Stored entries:

>>>

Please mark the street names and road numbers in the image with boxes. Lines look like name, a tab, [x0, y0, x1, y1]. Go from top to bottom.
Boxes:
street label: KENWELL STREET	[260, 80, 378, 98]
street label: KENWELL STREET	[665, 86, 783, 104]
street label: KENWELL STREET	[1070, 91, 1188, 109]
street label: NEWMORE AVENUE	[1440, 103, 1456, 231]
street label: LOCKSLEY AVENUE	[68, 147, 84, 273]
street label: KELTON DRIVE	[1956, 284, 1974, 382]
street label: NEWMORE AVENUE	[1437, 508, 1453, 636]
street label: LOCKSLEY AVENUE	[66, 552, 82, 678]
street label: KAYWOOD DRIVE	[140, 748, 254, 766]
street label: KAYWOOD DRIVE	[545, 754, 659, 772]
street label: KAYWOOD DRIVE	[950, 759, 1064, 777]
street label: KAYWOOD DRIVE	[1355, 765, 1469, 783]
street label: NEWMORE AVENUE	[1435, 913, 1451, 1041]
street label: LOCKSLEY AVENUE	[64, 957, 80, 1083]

<<<

Exercise description:
Give back the data exactly, with no line dropped.

Expected answer:
Please mark the street names and road numbers in the image with boxes. Lines look like name, a tab, [x0, y0, x1, y1]. Go from top to bottom.
Boxes:
street label: KENWELL STREET	[260, 80, 378, 98]
street label: KENWELL STREET	[665, 86, 783, 104]
street label: KENWELL STREET	[1070, 91, 1188, 109]
street label: NEWMORE AVENUE	[1440, 103, 1456, 231]
street label: LOCKSLEY AVENUE	[68, 147, 84, 273]
street label: KELTON DRIVE	[1956, 284, 1974, 382]
street label: NEWMORE AVENUE	[1437, 508, 1453, 636]
street label: LOCKSLEY AVENUE	[66, 552, 82, 678]
street label: KAYWOOD DRIVE	[140, 748, 254, 766]
street label: KAYWOOD DRIVE	[545, 754, 659, 772]
street label: KAYWOOD DRIVE	[950, 759, 1064, 777]
street label: KAYWOOD DRIVE	[1355, 765, 1469, 783]
street label: NEWMORE AVENUE	[1435, 913, 1451, 1041]
street label: LOCKSLEY AVENUE	[64, 957, 80, 1083]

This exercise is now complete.